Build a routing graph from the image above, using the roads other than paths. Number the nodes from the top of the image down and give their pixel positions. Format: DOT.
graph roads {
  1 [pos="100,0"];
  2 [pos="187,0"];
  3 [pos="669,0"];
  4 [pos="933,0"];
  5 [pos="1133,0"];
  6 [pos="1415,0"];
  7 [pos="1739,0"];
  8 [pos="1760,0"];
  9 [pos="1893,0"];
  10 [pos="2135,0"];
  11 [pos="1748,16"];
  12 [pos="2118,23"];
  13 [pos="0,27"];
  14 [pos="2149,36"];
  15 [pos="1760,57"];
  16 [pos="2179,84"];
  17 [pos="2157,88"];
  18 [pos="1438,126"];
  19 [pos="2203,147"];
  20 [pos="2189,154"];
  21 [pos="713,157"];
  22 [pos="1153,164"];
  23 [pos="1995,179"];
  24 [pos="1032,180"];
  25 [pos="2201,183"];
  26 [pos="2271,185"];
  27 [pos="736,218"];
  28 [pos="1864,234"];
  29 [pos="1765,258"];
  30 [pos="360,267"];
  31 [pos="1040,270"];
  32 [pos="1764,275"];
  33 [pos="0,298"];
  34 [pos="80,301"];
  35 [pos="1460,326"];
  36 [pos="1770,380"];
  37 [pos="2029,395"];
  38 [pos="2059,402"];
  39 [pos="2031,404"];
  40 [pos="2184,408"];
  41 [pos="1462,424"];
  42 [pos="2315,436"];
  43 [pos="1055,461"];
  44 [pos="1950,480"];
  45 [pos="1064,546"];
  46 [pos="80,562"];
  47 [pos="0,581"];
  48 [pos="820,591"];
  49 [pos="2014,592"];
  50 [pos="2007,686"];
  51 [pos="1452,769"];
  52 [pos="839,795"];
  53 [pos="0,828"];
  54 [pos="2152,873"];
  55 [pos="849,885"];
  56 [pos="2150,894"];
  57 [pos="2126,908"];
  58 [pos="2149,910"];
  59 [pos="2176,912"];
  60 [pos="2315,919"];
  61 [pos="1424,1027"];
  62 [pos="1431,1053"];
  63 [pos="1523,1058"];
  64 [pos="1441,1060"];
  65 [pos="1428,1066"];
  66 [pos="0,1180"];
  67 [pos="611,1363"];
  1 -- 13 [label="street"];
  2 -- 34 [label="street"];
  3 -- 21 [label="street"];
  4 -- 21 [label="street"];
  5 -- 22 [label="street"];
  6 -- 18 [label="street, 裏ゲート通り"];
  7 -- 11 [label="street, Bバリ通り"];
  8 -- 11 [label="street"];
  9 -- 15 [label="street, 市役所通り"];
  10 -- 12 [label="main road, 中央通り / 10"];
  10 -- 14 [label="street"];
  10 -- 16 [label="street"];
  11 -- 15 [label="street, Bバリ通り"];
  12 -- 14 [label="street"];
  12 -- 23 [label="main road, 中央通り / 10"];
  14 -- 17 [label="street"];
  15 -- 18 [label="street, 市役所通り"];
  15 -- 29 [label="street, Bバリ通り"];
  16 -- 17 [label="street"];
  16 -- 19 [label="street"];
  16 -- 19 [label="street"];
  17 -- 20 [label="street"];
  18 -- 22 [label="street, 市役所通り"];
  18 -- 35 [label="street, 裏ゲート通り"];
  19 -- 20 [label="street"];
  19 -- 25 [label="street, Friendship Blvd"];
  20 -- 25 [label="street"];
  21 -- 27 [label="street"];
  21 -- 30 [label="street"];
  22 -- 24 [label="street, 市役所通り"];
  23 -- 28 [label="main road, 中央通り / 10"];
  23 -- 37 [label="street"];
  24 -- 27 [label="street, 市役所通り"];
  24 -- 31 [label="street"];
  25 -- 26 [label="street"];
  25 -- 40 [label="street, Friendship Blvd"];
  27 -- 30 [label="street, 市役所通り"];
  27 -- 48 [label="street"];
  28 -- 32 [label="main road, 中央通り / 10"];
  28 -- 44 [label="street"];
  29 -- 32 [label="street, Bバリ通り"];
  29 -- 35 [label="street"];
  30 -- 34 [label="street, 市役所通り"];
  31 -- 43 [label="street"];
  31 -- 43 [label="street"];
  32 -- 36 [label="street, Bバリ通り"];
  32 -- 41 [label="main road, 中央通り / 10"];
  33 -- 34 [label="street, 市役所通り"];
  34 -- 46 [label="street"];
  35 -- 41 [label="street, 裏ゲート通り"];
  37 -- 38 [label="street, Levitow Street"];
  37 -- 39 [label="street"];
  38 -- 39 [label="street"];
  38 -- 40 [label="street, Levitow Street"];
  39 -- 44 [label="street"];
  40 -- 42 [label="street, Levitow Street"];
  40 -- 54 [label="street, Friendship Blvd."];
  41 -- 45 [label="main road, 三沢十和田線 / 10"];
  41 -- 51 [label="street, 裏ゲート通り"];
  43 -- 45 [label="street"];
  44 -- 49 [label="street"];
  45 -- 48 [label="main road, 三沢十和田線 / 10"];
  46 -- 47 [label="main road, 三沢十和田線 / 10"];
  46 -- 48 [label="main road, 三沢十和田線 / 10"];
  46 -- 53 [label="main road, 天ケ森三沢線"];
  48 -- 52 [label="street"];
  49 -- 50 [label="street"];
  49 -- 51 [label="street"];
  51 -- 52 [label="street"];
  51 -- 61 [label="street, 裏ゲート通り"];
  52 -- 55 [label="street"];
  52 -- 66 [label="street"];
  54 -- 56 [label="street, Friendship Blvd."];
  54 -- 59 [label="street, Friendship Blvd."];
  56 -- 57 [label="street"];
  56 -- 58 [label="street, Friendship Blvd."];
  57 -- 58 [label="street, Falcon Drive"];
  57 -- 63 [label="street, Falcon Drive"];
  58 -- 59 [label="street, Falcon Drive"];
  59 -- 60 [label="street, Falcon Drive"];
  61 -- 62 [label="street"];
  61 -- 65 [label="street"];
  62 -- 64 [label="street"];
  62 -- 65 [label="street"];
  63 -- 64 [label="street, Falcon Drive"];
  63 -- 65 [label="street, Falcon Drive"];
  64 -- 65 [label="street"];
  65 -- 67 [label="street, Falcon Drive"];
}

Goal of the exercise: Write the whole of the material out again, exactly.

Answer for the task:
Build a routing graph from the image above, using the roads other than paths. Number the nodes from the top of the image down and give their pixel positions. Format: DOT.
graph roads {
  1 [pos="100,0"];
  2 [pos="187,0"];
  3 [pos="669,0"];
  4 [pos="933,0"];
  5 [pos="1133,0"];
  6 [pos="1415,0"];
  7 [pos="1739,0"];
  8 [pos="1760,0"];
  9 [pos="1893,0"];
  10 [pos="2135,0"];
  11 [pos="1748,16"];
  12 [pos="2118,23"];
  13 [pos="0,27"];
  14 [pos="2149,36"];
  15 [pos="1760,57"];
  16 [pos="2179,84"];
  17 [pos="2157,88"];
  18 [pos="1438,126"];
  19 [pos="2203,147"];
  20 [pos="2189,154"];
  21 [pos="713,157"];
  22 [pos="1153,164"];
  23 [pos="1995,179"];
  24 [pos="1032,180"];
  25 [pos="2201,183"];
  26 [pos="2271,185"];
  27 [pos="736,218"];
  28 [pos="1864,234"];
  29 [pos="1765,258"];
  30 [pos="360,267"];
  31 [pos="1040,270"];
  32 [pos="1764,275"];
  33 [pos="0,298"];
  34 [pos="80,301"];
  35 [pos="1460,326"];
  36 [pos="1770,380"];
  37 [pos="2029,395"];
  38 [pos="2059,402"];
  39 [pos="2031,404"];
  40 [pos="2184,408"];
  41 [pos="1462,424"];
  42 [pos="2315,436"];
  43 [pos="1055,461"];
  44 [pos="1950,480"];
  45 [pos="1064,546"];
  46 [pos="80,562"];
  47 [pos="0,581"];
  48 [pos="820,591"];
  49 [pos="2014,592"];
  50 [pos="2007,686"];
  51 [pos="1452,769"];
  52 [pos="839,795"];
  53 [pos="0,828"];
  54 [pos="2152,873"];
  55 [pos="849,885"];
  56 [pos="2150,894"];
  57 [pos="2126,908"];
  58 [pos="2149,910"];
  59 [pos="2176,912"];
  60 [pos="2315,919"];
  61 [pos="1424,1027"];
  62 [pos="1431,1053"];
  63 [pos="1523,1058"];
  64 [pos="1441,1060"];
  65 [pos="1428,1066"];
  66 [pos="0,1180"];
  67 [pos="611,1363"];
  1 -- 13 [label="street"];
  2 -- 34 [label="street"];
  3 -- 21 [label="street"];
  4 -- 21 [label="street"];
  5 -- 22 [label="street"];
  6 -- 18 [label="street, 裏ゲート通り"];
  7 -- 11 [label="street, Bバリ通り"];
  8 -- 11 [label="street"];
  9 -- 15 [label="street, 市役所通り"];
  10 -- 12 [label="main road, 中央通り / 10"];
  10 -- 14 [label="street"];
  10 -- 16 [label="street"];
  11 -- 15 [label="street, Bバリ通り"];
  12 -- 14 [label="street"];
  12 -- 23 [label="main road, 中央通り / 10"];
  14 -- 17 [label="street"];
  15 -- 18 [label="street, 市役所通り"];
  15 -- 29 [label="street, Bバリ通り"];
  16 -- 17 [label="street"];
  16 -- 19 [label="street"];
  16 -- 19 [label="street"];
  17 -- 20 [label="street"];
  18 -- 22 [label="street, 市役所通り"];
  18 -- 35 [label="street, 裏ゲート通り"];
  19 -- 20 [label="street"];
  19 -- 25 [label="street, Friendship Blvd"];
  20 -- 25 [label="street"];
  21 -- 27 [label="street"];
  21 -- 30 [label="street"];
  22 -- 24 [label="street, 市役所通り"];
  23 -- 28 [label="main road, 中央通り / 10"];
  23 -- 37 [label="street"];
  24 -- 27 [label="street, 市役所通り"];
  24 -- 31 [label="street"];
  25 -- 26 [label="street"];
  25 -- 40 [label="street, Friendship Blvd"];
  27 -- 30 [label="street, 市役所通り"];
  27 -- 48 [label="street"];
  28 -- 32 [label="main road, 中央通り / 10"];
  28 -- 44 [label="street"];
  29 -- 32 [label="street, Bバリ通り"];
  29 -- 35 [label="street"];
  30 -- 34 [label="street, 市役所通り"];
  31 -- 43 [label="street"];
  31 -- 43 [label="street"];
  32 -- 36 [label="street, Bバリ通り"];
  32 -- 41 [label="main road, 中央通り / 10"];
  33 -- 34 [label="street, 市役所通り"];
  34 -- 46 [label="street"];
  35 -- 41 [label="street, 裏ゲート通り"];
  37 -- 38 [label="street, Levitow Street"];
  37 -- 39 [label="street"];
  38 -- 39 [label="street"];
  38 -- 40 [label="street, Levitow Street"];
  39 -- 44 [label="street"];
  40 -- 42 [label="street, Levitow Street"];
  40 -- 54 [label="street, Friendship Blvd."];
  41 -- 45 [label="main road, 三沢十和田線 / 10"];
  41 -- 51 [label="street, 裏ゲート通り"];
  43 -- 45 [label="street"];
  44 -- 49 [label="street"];
  45 -- 48 [label="main road, 三沢十和田線 / 10"];
  46 -- 47 [label="main road, 三沢十和田線 / 10"];
  46 -- 48 [label="main road, 三沢十和田線 / 10"];
  46 -- 53 [label="main road, 天ケ森三沢線"];
  48 -- 52 [label="street"];
  49 -- 50 [label="street"];
  49 -- 51 [label="street"];
  51 -- 52 [label="street"];
  51 -- 61 [label="street, 裏ゲート通り"];
  52 -- 55 [label="street"];
  52 -- 66 [label="street"];
  54 -- 56 [label="street, Friendship Blvd."];
  54 -- 59 [label="street, Friendship Blvd."];
  56 -- 57 [label="street"];
  56 -- 58 [label="street, Friendship Blvd."];
  57 -- 58 [label="street, Falcon Drive"];
  57 -- 63 [label="street, Falcon Drive"];
  58 -- 59 [label="street, Falcon Drive"];
  59 -- 60 [label="street, Falcon Drive"];
  61 -- 62 [label="street"];
  61 -- 65 [label="street"];
  62 -- 64 [label="street"];
  62 -- 65 [label="street"];
  63 -- 64 [label="street, Falcon Drive"];
  63 -- 65 [label="street, Falcon Drive"];
  64 -- 65 [label="street"];
  65 -- 67 [label="street, Falcon Drive"];
}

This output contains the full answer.